Record set |
■ ■ ■ ■ ■ ■ ■

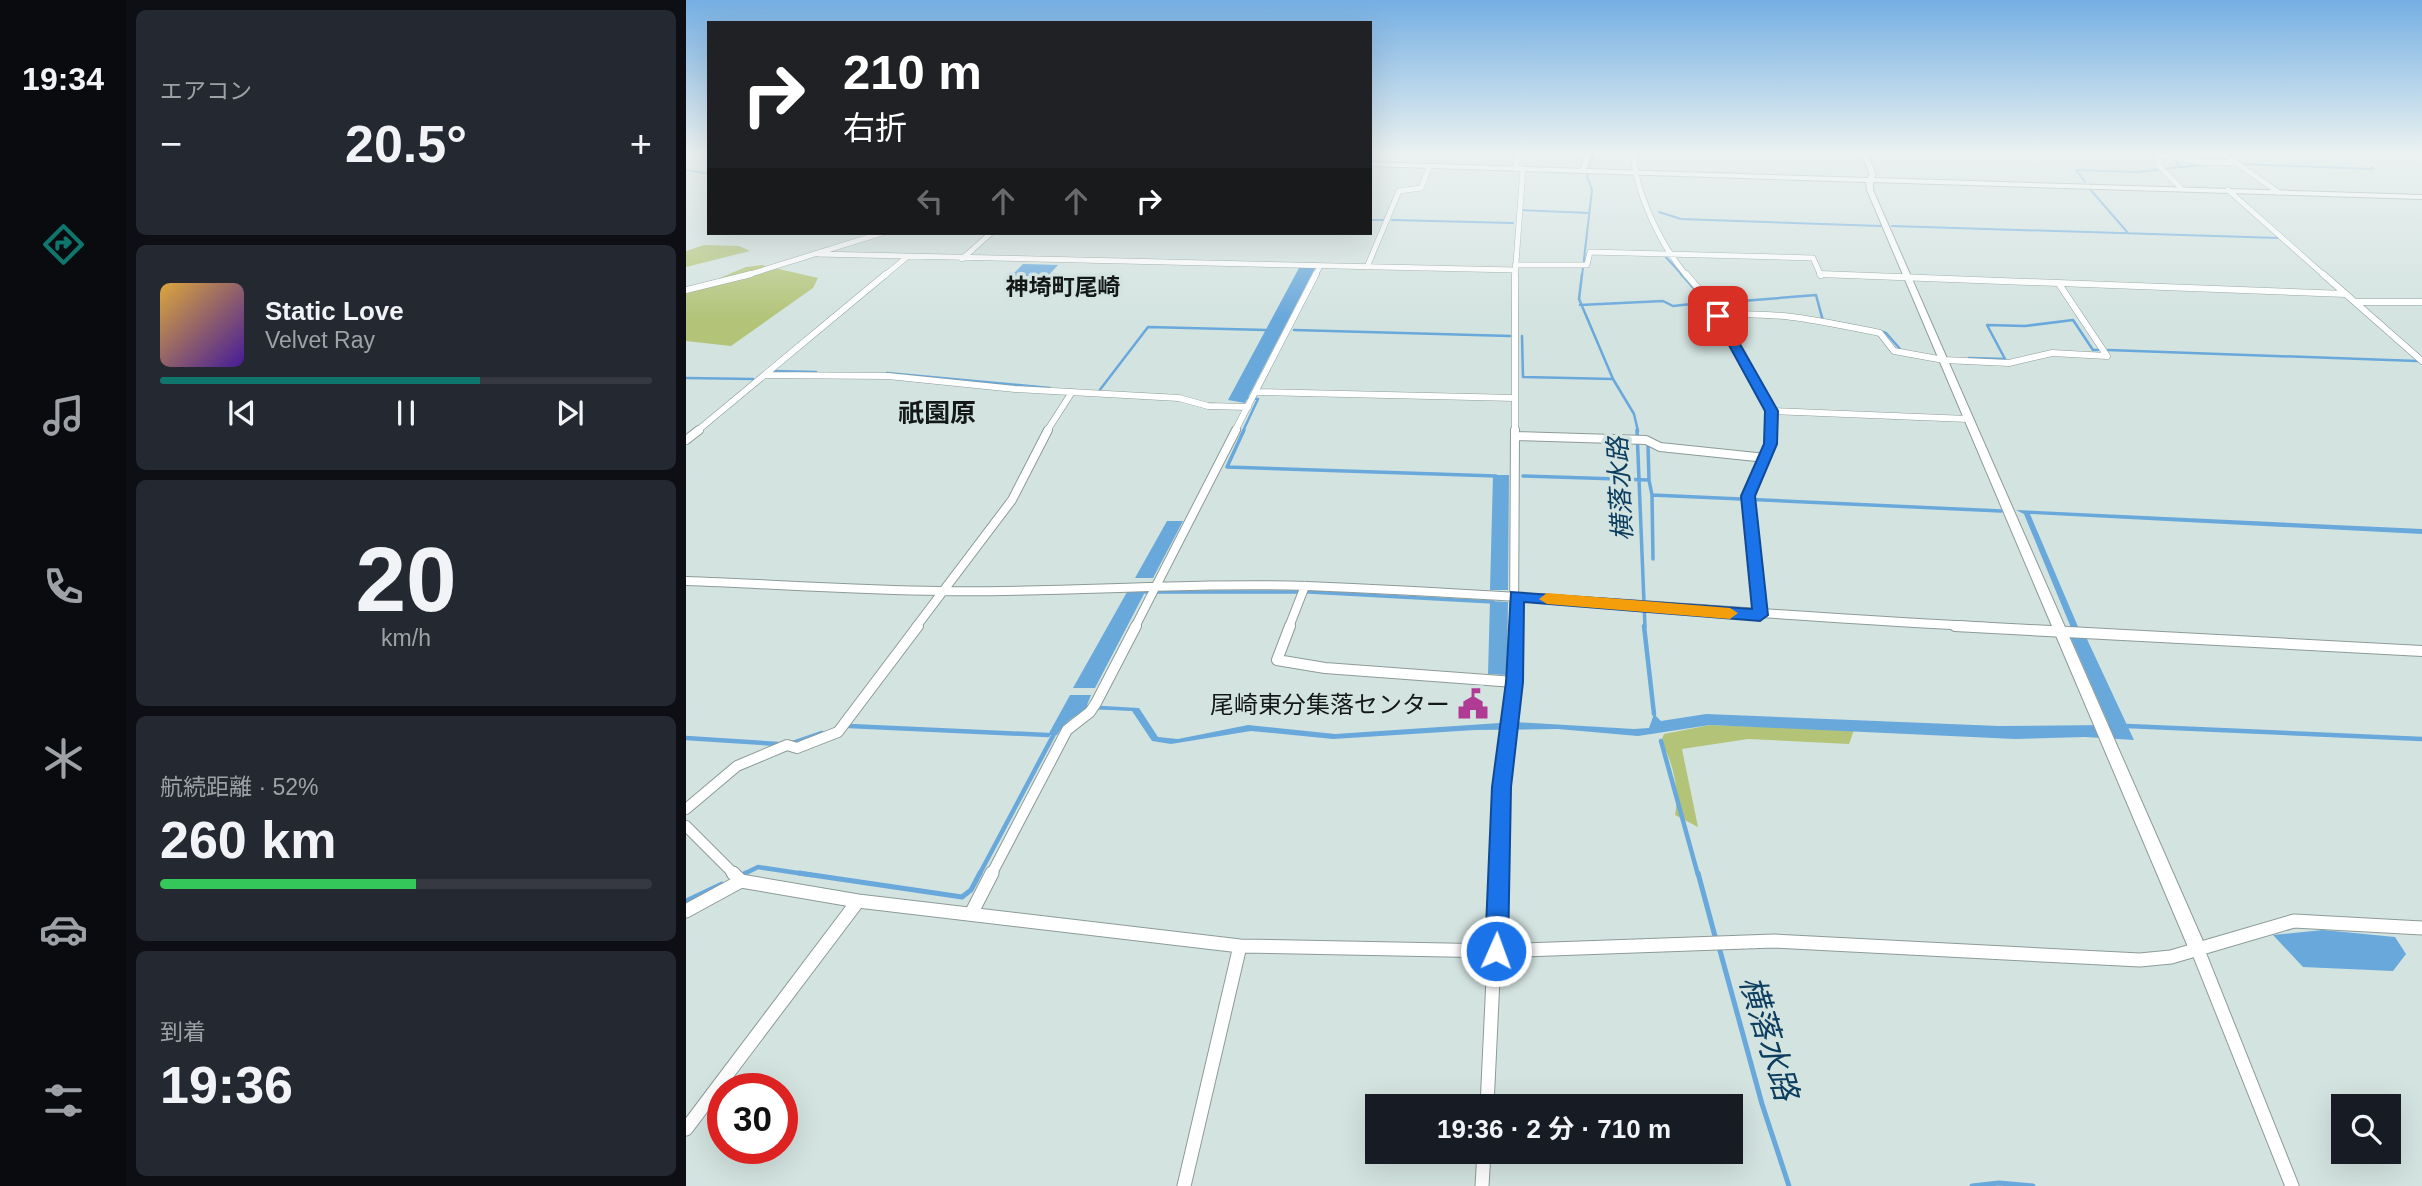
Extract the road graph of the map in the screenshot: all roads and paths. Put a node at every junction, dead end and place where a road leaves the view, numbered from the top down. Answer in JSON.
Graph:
{"nodes":[{"id":1,"x":1392,"y":207,"type":"edge"},
{"id":2,"x":1520,"y":207,"type":"edge"},
{"id":3,"x":1649,"y":207,"type":"edge"},
{"id":4,"x":1878,"y":207,"type":"edge"},
{"id":5,"x":2248,"y":207,"type":"edge"},
{"id":6,"x":876,"y":235,"type":"edge"},
{"id":7,"x":989,"y":235,"type":"edge"},
{"id":8,"x":818,"y":254,"type":"junction"},
{"id":9,"x":1668,"y":254,"type":"junction"},
{"id":10,"x":906,"y":257,"type":"junction"},
{"id":11,"x":962,"y":258,"type":"junction"},
{"id":12,"x":1320,"y":266,"type":"junction"},
{"id":13,"x":1367,"y":267,"type":"junction"},
{"id":14,"x":1515,"y":268,"type":"junction"},
{"id":15,"x":1909,"y":279,"type":"junction"},
{"id":16,"x":2059,"y":284,"type":"junction"},
{"id":17,"x":686,"y":290,"type":"edge"},
{"id":18,"x":2346,"y":294,"type":"junction"},
{"id":19,"x":2355,"y":302,"type":"junction"},
{"id":20,"x":2422,"y":302,"type":"edge"},
{"id":21,"x":1718,"y":316,"type":"junction"},
{"id":22,"x":1944,"y":360,"type":"junction"},
{"id":23,"x":2422,"y":361,"type":"edge"},
{"id":24,"x":766,"y":374,"type":"junction"},
{"id":25,"x":1072,"y":392,"type":"junction"},
{"id":26,"x":1515,"y":398,"type":"junction"},
{"id":27,"x":1252,"y":399,"type":"junction"},
{"id":28,"x":1771,"y":411,"type":"junction"},
{"id":29,"x":1968,"y":419,"type":"junction"},
{"id":30,"x":1515,"y":436,"type":"junction"},
{"id":31,"x":686,"y":440,"type":"edge"},
{"id":32,"x":1766,"y":458,"type":"junction"},
{"id":33,"x":1748,"y":500,"type":"joint"},
{"id":34,"x":686,"y":581,"type":"edge"},
{"id":35,"x":1158,"y":584,"type":"junction"},
{"id":36,"x":1305,"y":586,"type":"junction"},
{"id":37,"x":943,"y":591,"type":"junction"},
{"id":38,"x":1516,"y":596,"type":"junction"},
{"id":39,"x":1760,"y":615,"type":"junction"},
{"id":40,"x":2059,"y":631,"type":"junction"},
{"id":41,"x":2422,"y":652,"type":"edge"},
{"id":42,"x":1514,"y":682,"type":"junction"},
{"id":43,"x":2099,"y":721,"type":"joint"},
{"id":44,"x":2108,"y":742,"type":"joint"},
{"id":45,"x":686,"y":809,"type":"edge"},
{"id":46,"x":686,"y":826,"type":"edge"},
{"id":47,"x":737,"y":877,"type":"junction"},
{"id":48,"x":858,"y":901,"type":"junction"},
{"id":49,"x":686,"y":911,"type":"edge"},
{"id":50,"x":971,"y":914,"type":"junction"},
{"id":51,"x":2422,"y":928,"type":"edge"},
{"id":52,"x":1240,"y":946,"type":"junction"},
{"id":53,"x":2197,"y":948,"type":"junction"},
{"id":54,"x":1496,"y":951,"type":"junction"},
{"id":55,"x":1488,"y":1094,"type":"edge"},
{"id":56,"x":686,"y":1129,"type":"edge"},
{"id":57,"x":1483,"y":1164,"type":"edge"},
{"id":58,"x":1184,"y":1186,"type":"edge"},
{"id":59,"x":1482,"y":1186,"type":"edge"},
{"id":60,"x":2292,"y":1186,"type":"edge"}],
"edges":[{"from":1,"to":13,"type":"street"},
{"from":2,"to":14,"type":"street"},
{"from":3,"to":9,"type":"street"},
{"from":4,"to":15,"type":"street"},
{"from":5,"to":18,"type":"street"},
{"from":6,"to":8,"type":"street"},
{"from":7,"to":11,"type":"street"},
{"from":8,"to":10,"type":"street"},
{"from":8,"to":17,"type":"street"},
{"from":9,"to":14,"type":"street"},
{"from":9,"to":15,"type":"street"},
{"from":9,"to":21,"type":"street"},
{"from":10,"to":11,"type":"street"},
{"from":10,"to":24,"type":"street"},
{"from":11,"to":12,"type":"street"},
{"from":12,"to":13,"type":"street"},
{"from":12,"to":27,"type":"street"},
{"from":13,"to":14,"type":"street"},
{"from":14,"to":26,"type":"street"},
{"from":15,"to":16,"type":"street"},
{"from":15,"to":22,"type":"street"},
{"from":16,"to":18,"type":"street"},
{"from":16,"to":22,"type":"street"},
{"from":18,"to":19,"type":"street"},
{"from":19,"to":20,"type":"street"},
{"from":19,"to":23,"type":"street"},
{"from":21,"to":22,"type":"street"},
{"from":21,"to":28,"type":"street"},
{"from":22,"to":29,"type":"street"},
{"from":24,"to":25,"type":"street"},
{"from":24,"to":31,"type":"street"},
{"from":25,"to":27,"type":"street"},
{"from":25,"to":37,"type":"street"},
{"from":26,"to":27,"type":"street"},
{"from":26,"to":30,"type":"street"},
{"from":27,"to":35,"type":"street"},
{"from":28,"to":29,"type":"street"},
{"from":28,"to":32,"type":"street"},
{"from":29,"to":40,"type":"street"},
{"from":30,"to":32,"type":"street"},
{"from":30,"to":38,"type":"street"},
{"from":32,"to":33,"type":"street"},
{"from":33,"to":39,"type":"street"},
{"from":34,"to":37,"type":"street"},
{"from":35,"to":36,"type":"street"},
{"from":35,"to":37,"type":"street"},
{"from":35,"to":50,"type":"street"},
{"from":36,"to":38,"type":"street"},
{"from":36,"to":42,"type":"street"},
{"from":37,"to":45,"type":"street"},
{"from":38,"to":39,"type":"street"},
{"from":38,"to":42,"type":"street"},
{"from":39,"to":40,"type":"street"},
{"from":40,"to":41,"type":"street"},
{"from":40,"to":43,"type":"street"},
{"from":42,"to":54,"type":"street"},
{"from":43,"to":44,"type":"street"},
{"from":44,"to":53,"type":"street"},
{"from":46,"to":47,"type":"street"},
{"from":47,"to":48,"type":"street"},
{"from":47,"to":49,"type":"street"},
{"from":48,"to":50,"type":"street"},
{"from":48,"to":56,"type":"street"},
{"from":50,"to":52,"type":"street"},
{"from":51,"to":53,"type":"street"},
{"from":52,"to":54,"type":"street"},
{"from":52,"to":58,"type":"street"},
{"from":53,"to":54,"type":"street"},
{"from":53,"to":60,"type":"street"},
{"from":54,"to":55,"type":"street"},
{"from":57,"to":59,"type":"street"}]}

■ ■ ■ ■ ■ ■ ■

What to produce |
With the pictures removed, return each record above exactly as given.

Result |
Extract the road graph of the map in the screenshot: all roads and paths. Put a node at every junction, dead end and place where a road leaves the view, numbered from the top down. Answer in JSON.
Graph:
{"nodes":[{"id":1,"x":1392,"y":207,"type":"edge"},
{"id":2,"x":1520,"y":207,"type":"edge"},
{"id":3,"x":1649,"y":207,"type":"edge"},
{"id":4,"x":1878,"y":207,"type":"edge"},
{"id":5,"x":2248,"y":207,"type":"edge"},
{"id":6,"x":876,"y":235,"type":"edge"},
{"id":7,"x":989,"y":235,"type":"edge"},
{"id":8,"x":818,"y":254,"type":"junction"},
{"id":9,"x":1668,"y":254,"type":"junction"},
{"id":10,"x":906,"y":257,"type":"junction"},
{"id":11,"x":962,"y":258,"type":"junction"},
{"id":12,"x":1320,"y":266,"type":"junction"},
{"id":13,"x":1367,"y":267,"type":"junction"},
{"id":14,"x":1515,"y":268,"type":"junction"},
{"id":15,"x":1909,"y":279,"type":"junction"},
{"id":16,"x":2059,"y":284,"type":"junction"},
{"id":17,"x":686,"y":290,"type":"edge"},
{"id":18,"x":2346,"y":294,"type":"junction"},
{"id":19,"x":2355,"y":302,"type":"junction"},
{"id":20,"x":2422,"y":302,"type":"edge"},
{"id":21,"x":1718,"y":316,"type":"junction"},
{"id":22,"x":1944,"y":360,"type":"junction"},
{"id":23,"x":2422,"y":361,"type":"edge"},
{"id":24,"x":766,"y":374,"type":"junction"},
{"id":25,"x":1072,"y":392,"type":"junction"},
{"id":26,"x":1515,"y":398,"type":"junction"},
{"id":27,"x":1252,"y":399,"type":"junction"},
{"id":28,"x":1771,"y":411,"type":"junction"},
{"id":29,"x":1968,"y":419,"type":"junction"},
{"id":30,"x":1515,"y":436,"type":"junction"},
{"id":31,"x":686,"y":440,"type":"edge"},
{"id":32,"x":1766,"y":458,"type":"junction"},
{"id":33,"x":1748,"y":500,"type":"joint"},
{"id":34,"x":686,"y":581,"type":"edge"},
{"id":35,"x":1158,"y":584,"type":"junction"},
{"id":36,"x":1305,"y":586,"type":"junction"},
{"id":37,"x":943,"y":591,"type":"junction"},
{"id":38,"x":1516,"y":596,"type":"junction"},
{"id":39,"x":1760,"y":615,"type":"junction"},
{"id":40,"x":2059,"y":631,"type":"junction"},
{"id":41,"x":2422,"y":652,"type":"edge"},
{"id":42,"x":1514,"y":682,"type":"junction"},
{"id":43,"x":2099,"y":721,"type":"joint"},
{"id":44,"x":2108,"y":742,"type":"joint"},
{"id":45,"x":686,"y":809,"type":"edge"},
{"id":46,"x":686,"y":826,"type":"edge"},
{"id":47,"x":737,"y":877,"type":"junction"},
{"id":48,"x":858,"y":901,"type":"junction"},
{"id":49,"x":686,"y":911,"type":"edge"},
{"id":50,"x":971,"y":914,"type":"junction"},
{"id":51,"x":2422,"y":928,"type":"edge"},
{"id":52,"x":1240,"y":946,"type":"junction"},
{"id":53,"x":2197,"y":948,"type":"junction"},
{"id":54,"x":1496,"y":951,"type":"junction"},
{"id":55,"x":1488,"y":1094,"type":"edge"},
{"id":56,"x":686,"y":1129,"type":"edge"},
{"id":57,"x":1483,"y":1164,"type":"edge"},
{"id":58,"x":1184,"y":1186,"type":"edge"},
{"id":59,"x":1482,"y":1186,"type":"edge"},
{"id":60,"x":2292,"y":1186,"type":"edge"}],
"edges":[{"from":1,"to":13,"type":"street"},
{"from":2,"to":14,"type":"street"},
{"from":3,"to":9,"type":"street"},
{"from":4,"to":15,"type":"street"},
{"from":5,"to":18,"type":"street"},
{"from":6,"to":8,"type":"street"},
{"from":7,"to":11,"type":"street"},
{"from":8,"to":10,"type":"street"},
{"from":8,"to":17,"type":"street"},
{"from":9,"to":14,"type":"street"},
{"from":9,"to":15,"type":"street"},
{"from":9,"to":21,"type":"street"},
{"from":10,"to":11,"type":"street"},
{"from":10,"to":24,"type":"street"},
{"from":11,"to":12,"type":"street"},
{"from":12,"to":13,"type":"street"},
{"from":12,"to":27,"type":"street"},
{"from":13,"to":14,"type":"street"},
{"from":14,"to":26,"type":"street"},
{"from":15,"to":16,"type":"street"},
{"from":15,"to":22,"type":"street"},
{"from":16,"to":18,"type":"street"},
{"from":16,"to":22,"type":"street"},
{"from":18,"to":19,"type":"street"},
{"from":19,"to":20,"type":"street"},
{"from":19,"to":23,"type":"street"},
{"from":21,"to":22,"type":"street"},
{"from":21,"to":28,"type":"street"},
{"from":22,"to":29,"type":"street"},
{"from":24,"to":25,"type":"street"},
{"from":24,"to":31,"type":"street"},
{"from":25,"to":27,"type":"street"},
{"from":25,"to":37,"type":"street"},
{"from":26,"to":27,"type":"street"},
{"from":26,"to":30,"type":"street"},
{"from":27,"to":35,"type":"street"},
{"from":28,"to":29,"type":"street"},
{"from":28,"to":32,"type":"street"},
{"from":29,"to":40,"type":"street"},
{"from":30,"to":32,"type":"street"},
{"from":30,"to":38,"type":"street"},
{"from":32,"to":33,"type":"street"},
{"from":33,"to":39,"type":"street"},
{"from":34,"to":37,"type":"street"},
{"from":35,"to":36,"type":"street"},
{"from":35,"to":37,"type":"street"},
{"from":35,"to":50,"type":"street"},
{"from":36,"to":38,"type":"street"},
{"from":36,"to":42,"type":"street"},
{"from":37,"to":45,"type":"street"},
{"from":38,"to":39,"type":"street"},
{"from":38,"to":42,"type":"street"},
{"from":39,"to":40,"type":"street"},
{"from":40,"to":41,"type":"street"},
{"from":40,"to":43,"type":"street"},
{"from":42,"to":54,"type":"street"},
{"from":43,"to":44,"type":"street"},
{"from":44,"to":53,"type":"street"},
{"from":46,"to":47,"type":"street"},
{"from":47,"to":48,"type":"street"},
{"from":47,"to":49,"type":"street"},
{"from":48,"to":50,"type":"street"},
{"from":48,"to":56,"type":"street"},
{"from":50,"to":52,"type":"street"},
{"from":51,"to":53,"type":"street"},
{"from":52,"to":54,"type":"street"},
{"from":52,"to":58,"type":"street"},
{"from":53,"to":54,"type":"street"},
{"from":53,"to":60,"type":"street"},
{"from":54,"to":55,"type":"street"},
{"from":57,"to":59,"type":"street"}]}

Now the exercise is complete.